Segment Start: Records for this task
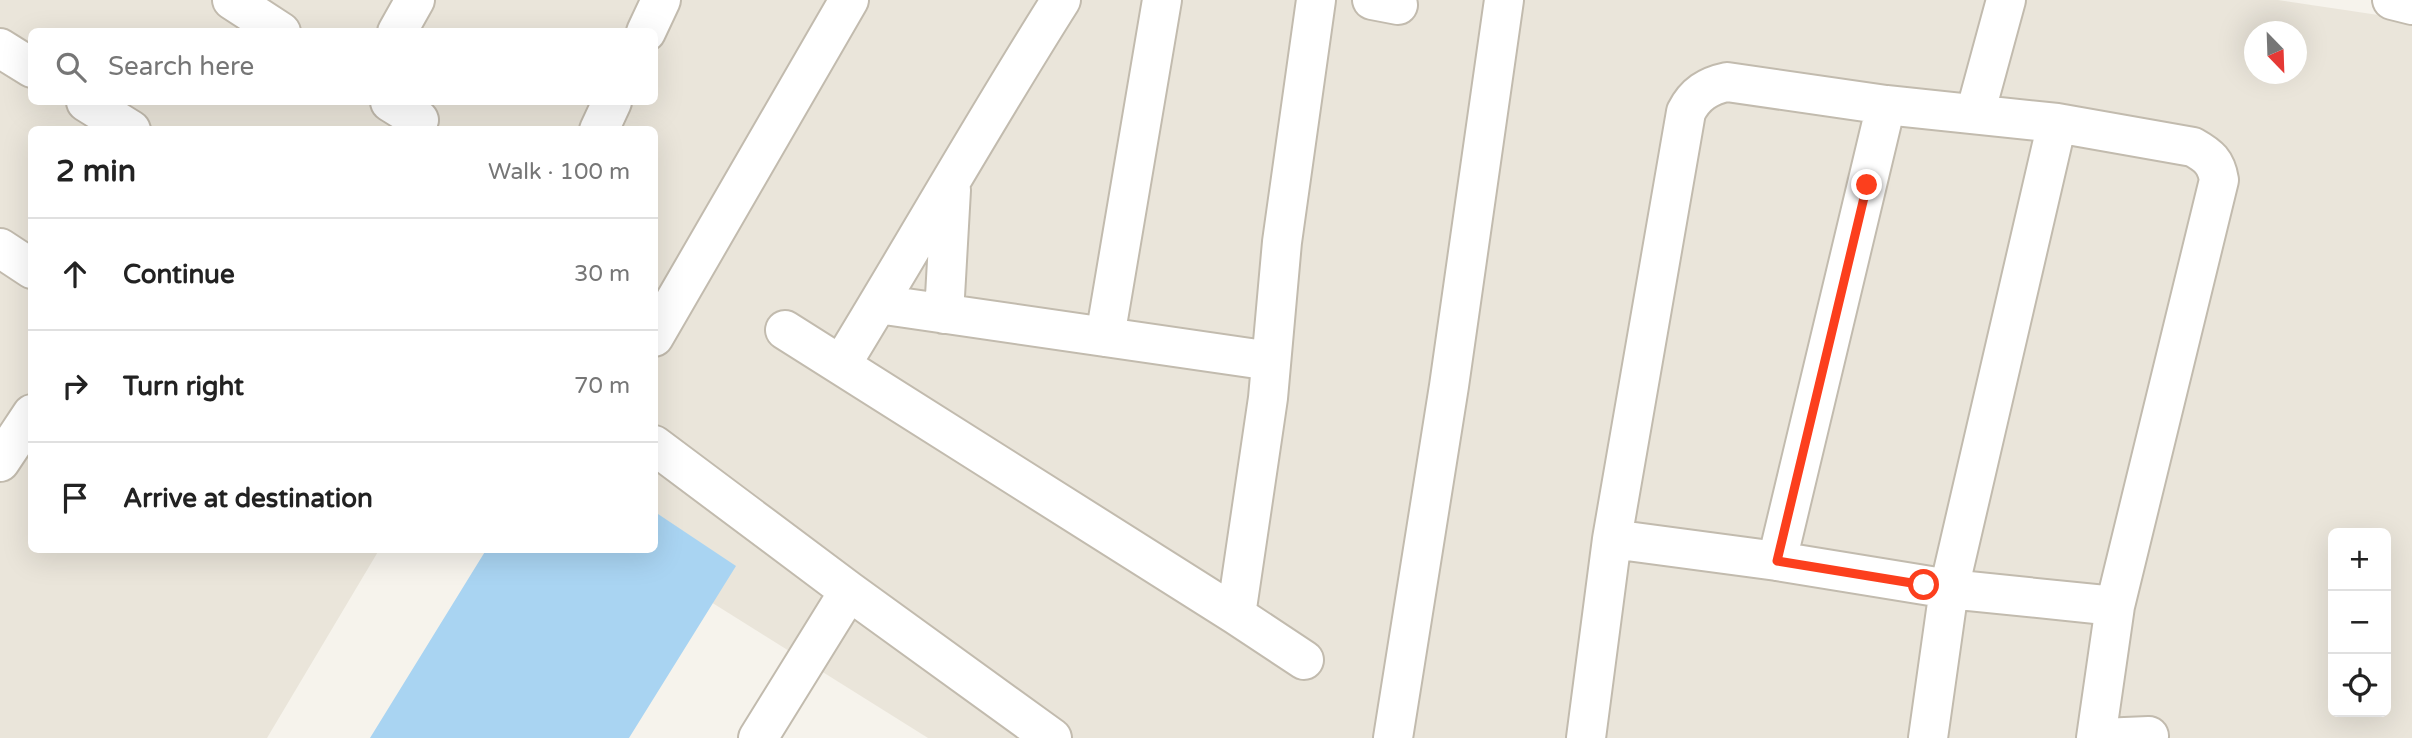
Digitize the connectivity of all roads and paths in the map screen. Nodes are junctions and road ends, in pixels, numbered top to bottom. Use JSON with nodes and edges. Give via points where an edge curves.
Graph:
{"nodes":[{"id":1,"x":232,"y":0,"type":"edge"},
{"id":2,"x":415,"y":0,"type":"edge"},
{"id":3,"x":662,"y":0,"type":"edge"},
{"id":4,"x":849,"y":0,"type":"edge"},
{"id":5,"x":1061,"y":0,"type":"edge"},
{"id":6,"x":1162,"y":0,"type":"edge"},
{"id":7,"x":1315,"y":0,"type":"edge"},
{"id":8,"x":1504,"y":0,"type":"edge"},
{"id":9,"x":2006,"y":0,"type":"edge"},
{"id":10,"x":2392,"y":0,"type":"edge"},
{"id":11,"x":2412,"y":5,"type":"edge"},
{"id":12,"x":275,"y":28,"type":"edge"},
{"id":13,"x":399,"y":28,"type":"edge"},
{"id":14,"x":648,"y":28,"type":"edge"},
{"id":15,"x":0,"y":48,"type":"edge"},
{"id":16,"x":28,"y":66,"type":"edge"},
{"id":17,"x":91,"y":105,"type":"edge"},
{"id":18,"x":611,"y":105,"type":"edge"},
{"id":19,"x":1886,"y":105,"type":"junction"},
{"id":20,"x":1975,"y":114,"type":"junction"},
{"id":21,"x":2057,"y":123,"type":"junction"},
{"id":22,"x":125,"y":126,"type":"edge"},
{"id":23,"x":601,"y":126,"type":"edge"},
{"id":24,"x":951,"y":183,"type":"junction"},
{"id":25,"x":0,"y":248,"type":"edge"},
{"id":26,"x":28,"y":266,"type":"edge"},
{"id":27,"x":878,"y":304,"type":"junction"},
{"id":28,"x":944,"y":314,"type":"junction"},
{"id":29,"x":658,"y":330,"type":"edge"},
{"id":30,"x":785,"y":330,"type":"dead end"},
{"id":31,"x":1105,"y":337,"type":"junction"},
{"id":32,"x":1271,"y":361,"type":"junction"},
{"id":33,"x":841,"y":365,"type":"junction"},
{"id":34,"x":28,"y":420,"type":"edge"},
{"id":35,"x":658,"y":448,"type":"edge"},
{"id":36,"x":1,"y":457,"type":"edge"},
{"id":37,"x":1612,"y":538,"type":"junction"},
{"id":38,"x":1777,"y":561,"type":"junction"},
{"id":39,"x":1949,"y":589,"type":"junction"},
{"id":40,"x":849,"y":592,"type":"junction"},
{"id":41,"x":2115,"y":606,"type":"junction"},
{"id":42,"x":1236,"y":615,"type":"junction"},
{"id":43,"x":1304,"y":660,"type":"dead end"},
{"id":44,"x":2149,"y":736,"type":"dead end"},
{"id":45,"x":758,"y":738,"type":"edge"},
{"id":46,"x":1052,"y":738,"type":"edge"},
{"id":47,"x":1393,"y":738,"type":"edge"},
{"id":48,"x":1586,"y":738,"type":"edge"},
{"id":49,"x":1928,"y":738,"type":"edge"},
{"id":50,"x":2099,"y":738,"type":"edge"}],
"edges":[{"from":1,"to":12,"type":"street"},
{"from":2,"to":13,"type":"street"},
{"from":3,"to":14,"type":"street"},
{"from":4,"to":29,"type":"street"},
{"from":5,"to":24,"type":"street"},
{"from":6,"to":31,"type":"street"},
{"from":7,"to":32,"type":"street"},
{"from":8,"to":47,"type":"street"},
{"from":9,"to":20,"type":"street"},
{"from":10,"to":11,"type":"street"},
{"from":15,"to":16,"type":"street"},
{"from":17,"to":22,"type":"street"},
{"from":18,"to":23,"type":"street"},
{"from":19,"to":20,"type":"street"},
{"from":19,"to":37,"type":"street","via":[[1727,82],[1714,85],[1692,101],[1686,111]]},
{"from":19,"to":38,"type":"street"},
{"from":20,"to":21,"type":"street"},
{"from":21,"to":39,"type":"street"},
{"from":21,"to":41,"type":"street","via":[[2193,147],[2216,165],[2219,180]]},
{"from":24,"to":27,"type":"street"},
{"from":24,"to":28,"type":"street"},
{"from":25,"to":26,"type":"street"},
{"from":27,"to":28,"type":"street"},
{"from":27,"to":33,"type":"street"},
{"from":28,"to":31,"type":"street"},
{"from":30,"to":33,"type":"street"},
{"from":31,"to":32,"type":"street"},
{"from":32,"to":42,"type":"street"},
{"from":33,"to":42,"type":"street"},
{"from":34,"to":36,"type":"street"},
{"from":35,"to":40,"type":"street"},
{"from":37,"to":38,"type":"street"},
{"from":37,"to":48,"type":"street"},
{"from":38,"to":39,"type":"street"},
{"from":39,"to":41,"type":"street"},
{"from":39,"to":49,"type":"street"},
{"from":40,"to":45,"type":"street"},
{"from":40,"to":46,"type":"street"},
{"from":41,"to":50,"type":"street"},
{"from":42,"to":43,"type":"street"},
{"from":44,"to":50,"type":"street"}]}
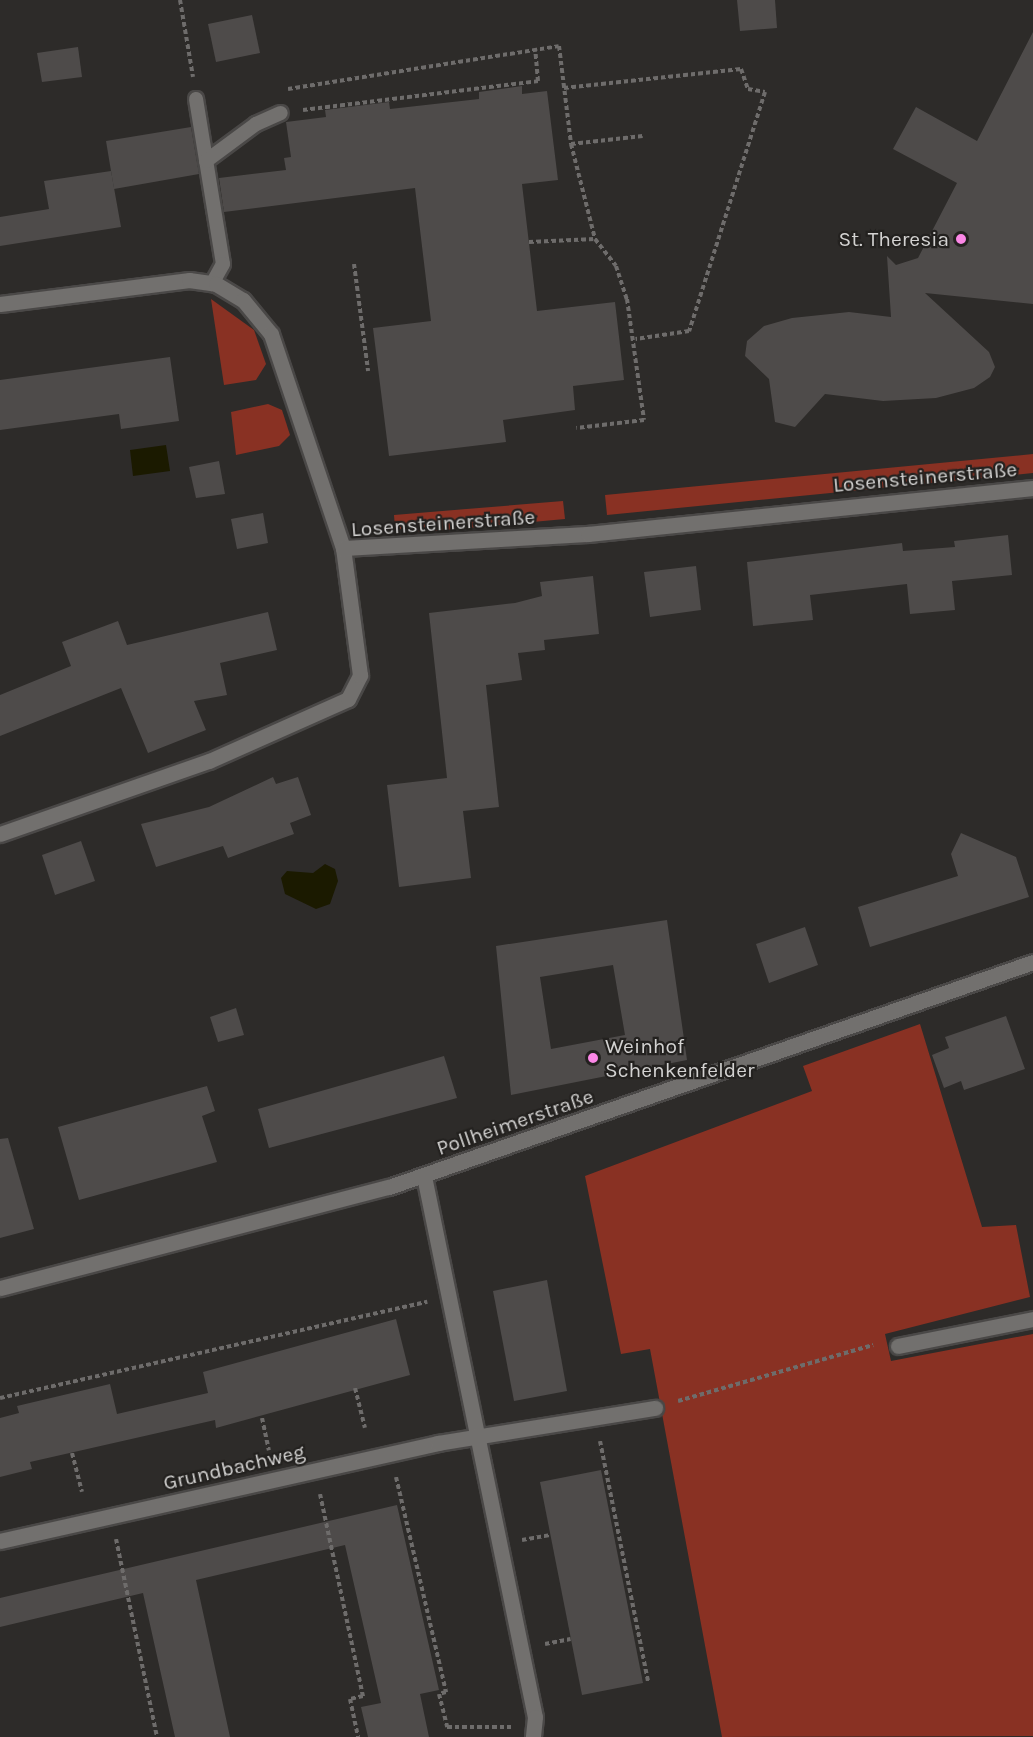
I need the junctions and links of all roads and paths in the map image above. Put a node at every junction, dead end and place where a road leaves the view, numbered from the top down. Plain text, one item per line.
1 (180, 0) edge
2 (535, 49) junction
3 (564, 88) junction
4 (196, 99) joint
5 (276, 115) junction
6 (643, 136) dead end
7 (571, 144) junction
8 (206, 161) junction
9 (595, 239) junction
10 (529, 242) dead end
11 (354, 264) dead end
12 (212, 284) junction
13 (0, 304) edge
14 (636, 339) junction
15 (368, 371) dead end
16 (576, 428) dead end
17 (1033, 488) edge
18 (343, 548) junction
19 (0, 834) edge
20 (1033, 962) edge
21 (424, 1176) junction
22 (0, 1288) edge
23 (428, 1302) dead end
24 (1033, 1319) edge
25 (898, 1346) joint
26 (355, 1388) dead end
27 (0, 1398) edge
28 (655, 1408) joint
29 (262, 1418) dead end
30 (365, 1428) dead end
31 (477, 1438) junction
32 (600, 1441) dead end
33 (269, 1450) dead end
34 (72, 1453) dead end
35 (395, 1473) dead end
36 (319, 1490) dead end
37 (82, 1492) dead end
38 (550, 1534) dead end
39 (116, 1538) dead end
40 (0, 1541) edge
41 (516, 1542) dead end
42 (571, 1639) dead end
43 (536, 1645) dead end
44 (648, 1681) dead end
45 (514, 1727) dead end
46 (157, 1737) edge
47 (358, 1737) edge
48 (533, 1737) edge

1 - 4 path
2 - 3 path
2 - 5 path
2 - 5 path
3 - 7 path
3 - 14 path
4 - 8 lane
5 - 8 lane
6 - 7 path
7 - 9 path
8 - 12 lane
9 - 10 path
9 - 14 path
11 - 15 path
12 - 13 street
12 - 18 street
14 - 16 path
17 - 18 street, Losensteinerstraße
18 - 19 street, Losensteinerstraße
20 - 21 street, Pollheimerstraße
21 - 22 street, Pollheimerstraße
21 - 31 street
23 - 27 path
24 - 25 street
25 - 28 path
26 - 30 path
28 - 31 street, Grundbachweg
29 - 33 path
31 - 40 street, Grundbachweg
31 - 48 street
32 - 44 path
34 - 37 path
35 - 45 path
36 - 47 path
38 - 41 path
39 - 46 path
42 - 43 path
Segment End: Records for this task
§ What you will do
An answer is complete only when it holds every line above containing the string "Grundbachweg".

§ Solved exercise
28 - 31 street, Grundbachweg
31 - 40 street, Grundbachweg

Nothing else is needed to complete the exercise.